The parent entitled to receive support on behalf of the child may send a demand letter asking for the timely payment of support to the other parent required to give support. At this time, this can be sent through e-mail. However, the financial capacity and the current situation of the parent required to give support should be considered, and modifications may be made regarding the amount to be given.
The pandemic and its consequenced have forced everyone to come into close contact with the members of our household. For many, this means more time to be spent with families and reconnecting with each other. However, for others, close contact can also mean more conflic or domestic abuse. Coupled with the stress of the health crisis and the lack of access to basic needs and services, there is an increased risk of violence and abuse occurring towards women and children during this time of pandemic.
If a parent becomes aware of any kind of abuse at home, the same process under the Anti-Violence Against Women and Children Act (VAWC) remains in effect. The victim or any concerned individual or neighbor may report an incident to the Punong Barangay or the nearest PNP station, where the victim may be referred to for medical and support assistance and where a warrantless arrest of the perpetrator may be made.5 The victim may apply for a Barangay Protection Order, which is valid for fifteen (15) days and may be renewed.6 In any case, consulting your counsel is still advised for proper guidance and appropriate action.

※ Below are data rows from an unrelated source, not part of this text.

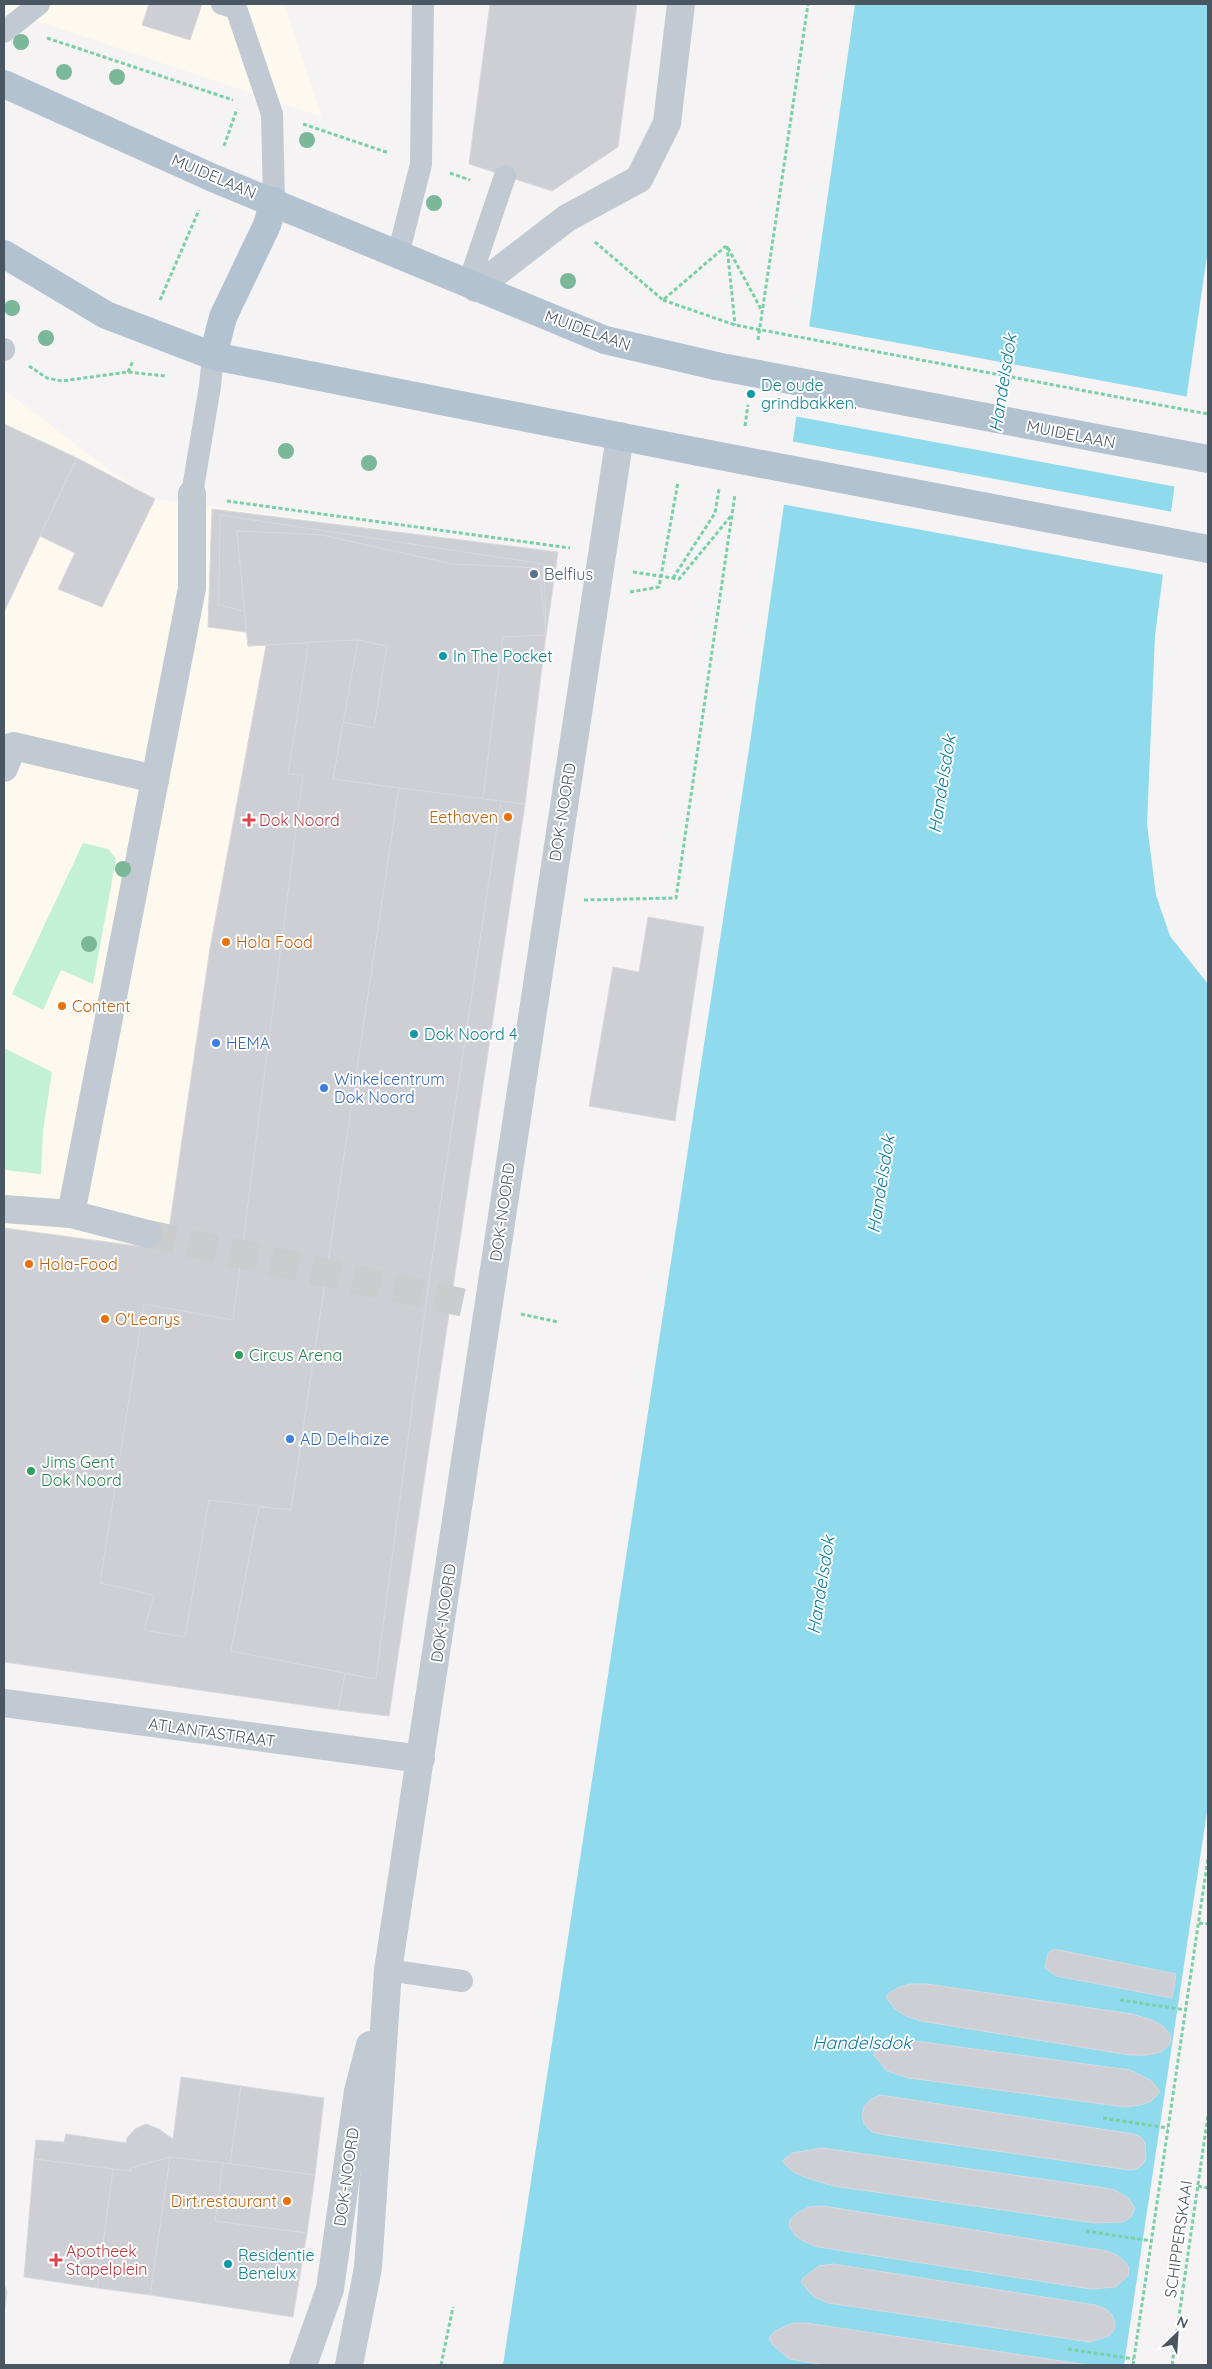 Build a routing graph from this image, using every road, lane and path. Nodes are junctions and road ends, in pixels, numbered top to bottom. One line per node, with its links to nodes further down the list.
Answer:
1 (39, 4): 5 (lane)
2 (423, 4): 14 (lane)
3 (681, 4): 11 (street)
4 (229, 6): 10 (lane)
5 (4, 32)
6 (4, 84): 9 (main road, MUIDELAAN)
7 (239, 102): 9 (path)
8 (505, 176): 15 (lane)
9 (213, 178): 10 (main road, MUIDELAAN); 19 (path)
10 (274, 201): 14 (main road, MUIDELAAN); 21 (main road)
11 (567, 218): 15 (street); 16 (path)
12 (726, 246): 16 (path); 17 (path); 18 (path)
13 (4, 254): 19 (main road)
14 (398, 254): 15 (main road, MUIDELAAN)
15 (472, 286): 26 (main road, MUIDELAAN, bridge)
16 (663, 300): 18 (path, bridge)
17 (762, 311)
18 (735, 325): 24 (path, bridge)
19 (147, 330): 21 (main road); 22 (path)
20 (4, 349): 22 (path)
21 (212, 356): 23 (lane); 25 (main road)
22 (128, 372): 23 (path)
23 (210, 386): 29 (lane)
24 (1208, 414)
25 (620, 436): 32 (main road, bridge); 38 (street, DOK-NOORD)
26 (1208, 459)
27 (679, 479): 35 (path)
28 (720, 486): 33 (path)
29 (192, 494): 31 (path); 37 (street)
30 (732, 515): 34 (path)
31 (575, 548)
32 (1208, 549)
33 (673, 578)
34 (679, 579)
35 (659, 587)
36 (4, 768): 37 (street)
37 (155, 779): 41 (street)
38 (550, 895): 39 (path); 46 (street, DOK-NOORD)
39 (676, 898)
40 (4, 1209): 41 (street)
41 (71, 1214): 42 (street)
42 (148, 1234)
43 (520, 1314): 44 (path)
44 (558, 1322)
45 (4, 1703): 46 (street, ATLANTASTRAAT)
46 (421, 1759): 50 (street, DOK-NOORD)
47 (1208, 1858): 48 (path)
48 (1199, 1923): 49 (path); 53 (path)
49 (1208, 1924)
50 (387, 1979): 51 (lane); 64 (street, DOK-NOORD); 65 (street, DOK-NOORD)
51 (462, 1981)
52 (1120, 2000): 53 (path)
53 (1186, 2010): 56 (path)
54 (1208, 2115): 57 (path, SCHIPPERSKAAI)
55 (1103, 2118): 56 (path)
56 (1168, 2128): 60 (path)
57 (1198, 2186): 58 (path); 68 (path, SCHIPPERSKAAI)
58 (1208, 2188)
59 (1086, 2231): 60 (path)
60 (1152, 2240): 63 (path)
61 (453, 2307): 66 (path)
62 (1068, 2349): 63 (path)
63 (1134, 2359): 67 (path)
64 (303, 2365)
65 (349, 2365)
66 (441, 2365)
67 (1133, 2365)
68 (1172, 2365) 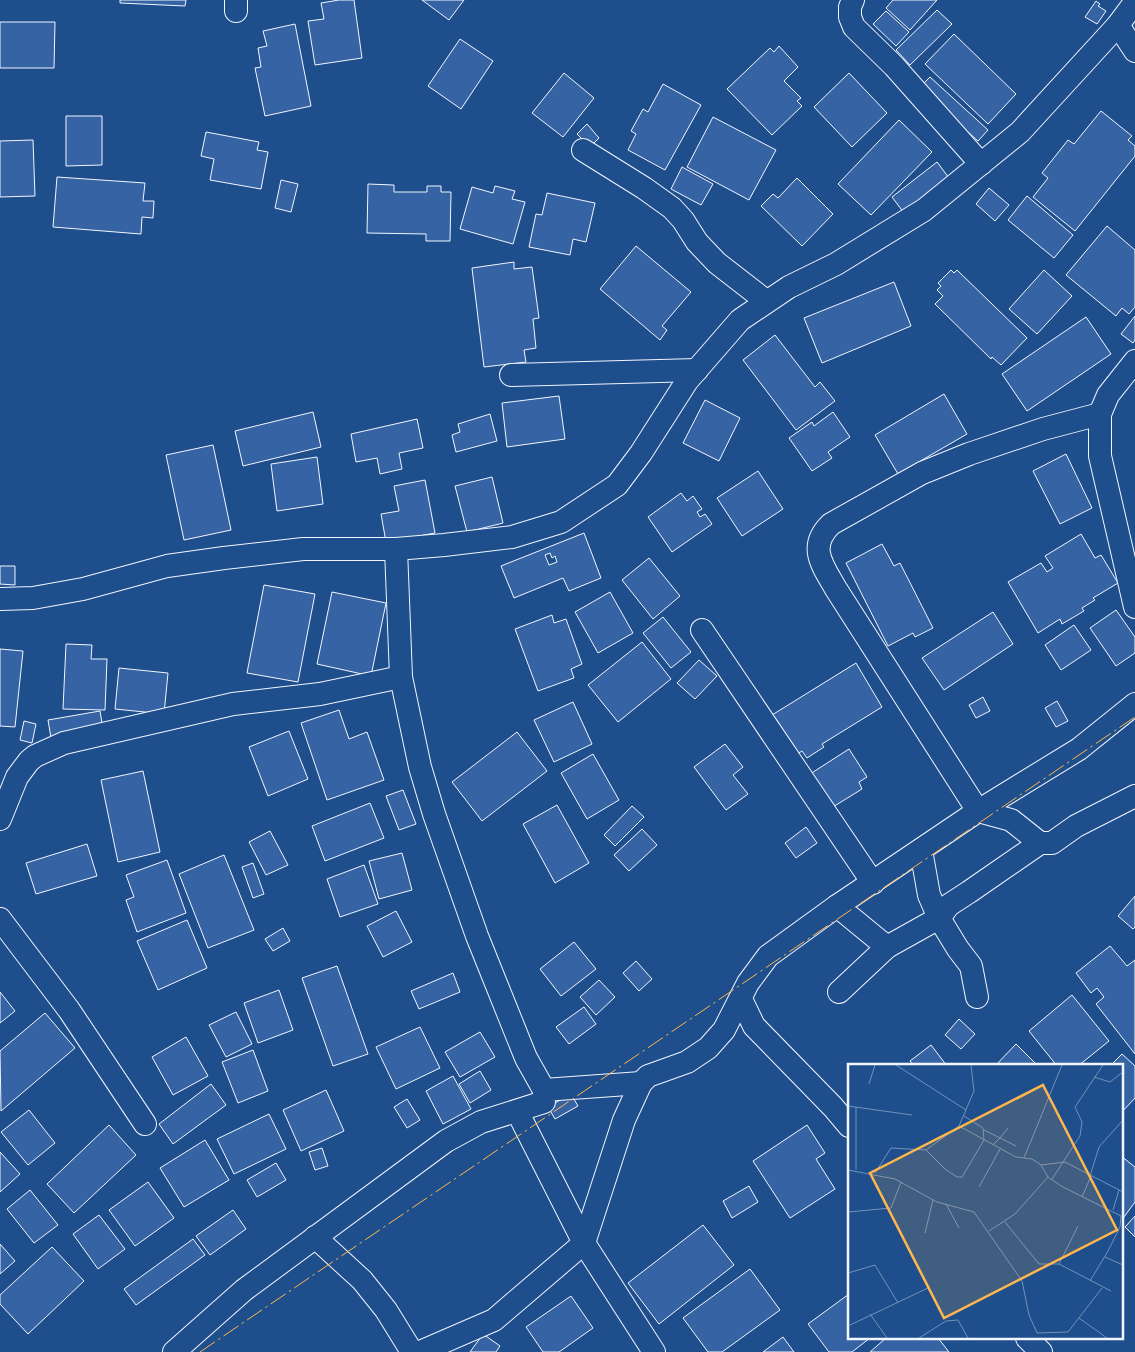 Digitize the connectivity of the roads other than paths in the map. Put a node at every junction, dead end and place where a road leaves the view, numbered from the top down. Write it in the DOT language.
graph roads {
  1 [pos="853,0"];
  2 [pos="1135,2"];
  3 [pos="1118,25"];
  4 [pos="1135,51"];
  5 [pos="583,150"];
  6 [pos="981,164"];
  7 [pos="766,301"];
  8 [pos="1135,361"];
  9 [pos="697,370"];
  10 [pos="511,374"];
  11 [pos="1100,414"];
  12 [pos="396,549"];
  13 [pos="0,599"];
  14 [pos="1135,607"];
  15 [pos="702,630"];
  16 [pos="400,677"];
  17 [pos="1135,704"];
  18 [pos="1135,796"];
  19 [pos="978,812"];
  20 [pos="0,820"];
  21 [pos="1040,843"];
  22 [pos="921,850"];
  23 [pos="873,883"];
  24 [pos="837,906"];
  25 [pos="939,918"];
  26 [pos="0,919"];
  27 [pos="887,947"];
  28 [pos="839,992"];
  29 [pos="977,997"];
  30 [pos="741,999"];
  31 [pos="641,1083"];
  32 [pos="544,1090"];
  33 [pos="517,1110"];
  34 [pos="145,1124"];
  35 [pos="848,1125"];
  36 [pos="315,1238"];
  37 [pos="584,1243"];
  38 [pos="1029,1340"];
  39 [pos="174,1352"];
  40 [pos="412,1352"];
  41 [pos="421,1352"];
  42 [pos="654,1352"];
  43 [pos="1041,1352"];
  1 -- 6 [label="street"];
  2 -- 3 [label="street"];
  3 -- 4 [label="street"];
  3 -- 6 [label="street"];
  5 -- 7 [label="street"];
  6 -- 7 [label="street"];
  7 -- 9 [label="street"];
  8 -- 11 [label="street"];
  9 -- 10 [label="street"];
  9 -- 12 [label="street"];
  11 -- 14 [label="street"];
  11 -- 19 [label="street"];
  12 -- 13 [label="street"];
  12 -- 16 [label="street"];
  15 -- 23 [label="street"];
  16 -- 20 [label="street"];
  16 -- 32 [label="street"];
  17 -- 19 [label="street"];
  18 -- 21 [label="street"];
  19 -- 21 [label="street"];
  19 -- 22 [label="street"];
  21 -- 25 [label="street"];
  22 -- 23 [label="street"];
  22 -- 25 [label="street"];
  23 -- 24 [label="street"];
  24 -- 27 [label="street"];
  24 -- 30 [label="street"];
  25 -- 27 [label="street"];
  25 -- 29 [label="street"];
  26 -- 34 [label="street"];
  27 -- 28 [label="street"];
  30 -- 31 [label="street"];
  30 -- 35 [label="street"];
  31 -- 32 [label="street"];
  31 -- 37 [label="street"];
  32 -- 33 [label="street"];
  33 -- 36 [label="street"];
  33 -- 37 [label="street"];
  36 -- 39 [label="street"];
  36 -- 40 [label="street"];
  37 -- 41 [label="street"];
  37 -- 42 [label="street"];
  38 -- 43 [label="street"];
} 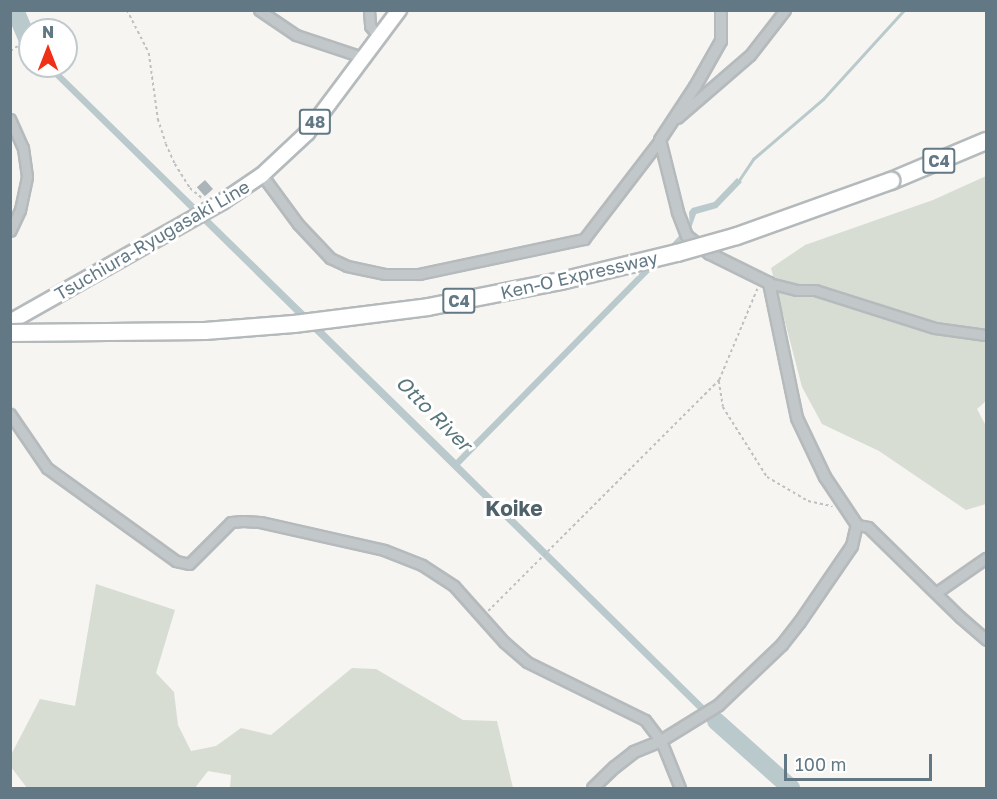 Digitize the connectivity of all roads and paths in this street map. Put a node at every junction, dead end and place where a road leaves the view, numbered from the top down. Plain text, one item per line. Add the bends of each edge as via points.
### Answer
1 (127, 10) edge
2 (259, 10) edge
3 (369, 10) edge
4 (399, 10) edge
5 (721, 10) edge
6 (785, 10) edge
7 (379, 37) junction
8 (18, 46) dead end
9 (10, 51) edge
10 (365, 58) junction
11 (10, 119) edge
12 (673, 121) junction
13 (660, 140) junction
14 (987, 141) edge
15 (262, 175) junction
16 (210, 209) junction
17 (10, 231) edge
18 (765, 282) junction
19 (10, 322) edge
20 (10, 333) edge
21 (987, 335) edge
22 (719, 380) junction
23 (10, 414) edge
24 (848, 510) junction
25 (858, 525) junction
26 (987, 558) edge
27 (937, 592) junction
28 (483, 617) junction
29 (987, 640) edge
30 (661, 741) junction
31 (594, 789) edge
32 (680, 789) edge

1 - 16 path via 149,53 158,120 175,164
2 - 10 street via 296,35
3 - 7 street via 370,26
4 - 7 main road, Tsuchiura-Ryugasaki Line / 48
5 - 12 street via 721,41
6 - 12 street via 750,55
7 - 10 main road, Tsuchiura-Ryugasaki Line / 48
8 - 9 path
10 - 15 main road, Tsuchiura-Ryugasaki Line / 48 via 307,133
11 - 17 street via 23,148 27,177 20,210
12 - 13 street
13 - 15 street via 584,239 419,274 385,274 330,258 298,224
13 - 18 street via 687,236 710,254
14 - 20 highway, Ken-O Expressway / C4, bridge via 891,181 756,229 561,281 459,301 305,322 205,331
15 - 16 main road, Tsuchiura-Ryugasaki Line / 48
16 - 19 main road, Tsuchiura-Ryugasaki Line / 48
18 - 21 street via 815,290 935,328
18 - 22 path
18 - 24 street via 798,418 825,477
22 - 24 path via 723,406 768,477 808,501
22 - 28 path
23 - 28 street via 47,468 177,561 189,564 231,522 260,522 405,557 454,586
24 - 25 street
25 - 27 street via 868,526
25 - 30 street via 852,546 782,645 719,705
26 - 27 street
27 - 29 street
28 - 30 street via 527,662 645,720
30 - 31 street via 634,752
30 - 32 street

Victims of domestic violence or any concerned individual or neighbor may also contact the following hotlines for immediate action:
- Department of Social Welfare and Development (DSWD)
Location: Batasan Pambasa Complex, Quezon City
Tel. No. 8931-8101 to 07
- DSWD-NCR Ugnayan Pag-asa Crisis Intervention Center
Location: Legarda, Manila
Tel. No. 8734-8639 / 8734-8626 to 27
- Philippine National Police (PNP)
Location: Camp Crame, Quezon City
Tel. No. 8723-0401 to 20
- PNP-Women and Children Protection Center (WCPC)
Location: Camp Crame, Quezon City
Tel. No. 8723-0401 (local 5260, 5261)
- NBI-Violence Against Women and Children Desk (VAWCD)
Location: Taft Avenue, Manila
Tel. No. 8523-8231 to 38 / 8525-6028
1 Proclamation No. 929
2 Par. 5, SC Administrative Circular 31-2020.
3 Article XV, Section 3, paragraph (2), 1987 Constitution
4 Par. 6, SC Administrative Circular 31-2020.